== ACTIVITY ==
From the first line to the last, restate every record word for word, leaving out the pictures.

== SUPPLIED MATERIAL ==
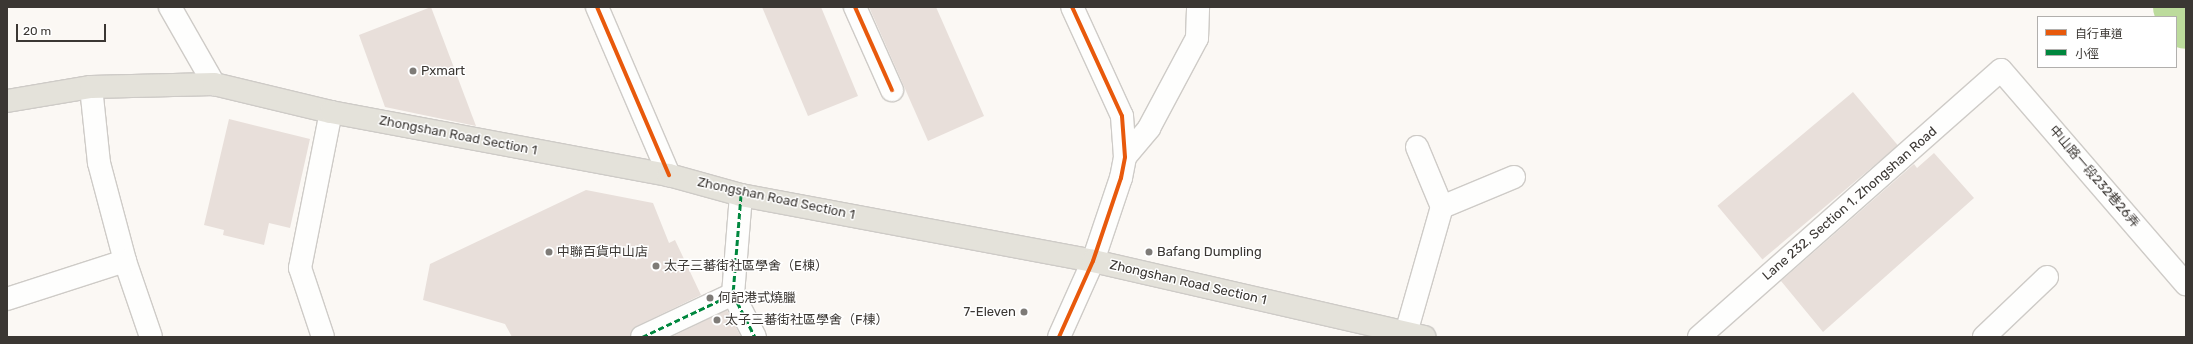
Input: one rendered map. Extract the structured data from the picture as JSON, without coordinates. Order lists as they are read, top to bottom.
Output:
{
  "streets": {
    "main road": ["Zhongshan Road Section 1"],
    "street": ["中山路一段232巷26弄", "Lane 232, Section 1, Zhongshan Road"]
  },
  "crossings": [
    ["中山路一段232巷26弄", "Lane 232, Section 1, Zhongshan Road"]
  ],
  "places": [
    "Pxmart",
    "中聯百貨中山店",
    "Bafang Dumpling",
    "太子三蕃街社區學舍（E棟）",
    "何記港式燒臘",
    "7-Eleven",
    "太子三蕃街社區學舍（F棟）"
  ],
  "legend": ["自行車道", "小徑"],
  "scale_bar": "20 m"
}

== ANSWER TO THE PROBLEM ==
Input: one rendered map. Extract the structured data from the picture as JSON, without coordinates. Order lists as they are read, top to bottom.
Output:
{
  "streets": {
    "main road": ["Zhongshan Road Section 1"],
    "street": ["中山路一段232巷26弄", "Lane 232, Section 1, Zhongshan Road"]
  },
  "crossings": [
    ["中山路一段232巷26弄", "Lane 232, Section 1, Zhongshan Road"]
  ],
  "places": [
    "Pxmart",
    "中聯百貨中山店",
    "Bafang Dumpling",
    "太子三蕃街社區學舍（E棟）",
    "何記港式燒臘",
    "7-Eleven",
    "太子三蕃街社區學舍（F棟）"
  ],
  "legend": ["自行車道", "小徑"],
  "scale_bar": "20 m"
}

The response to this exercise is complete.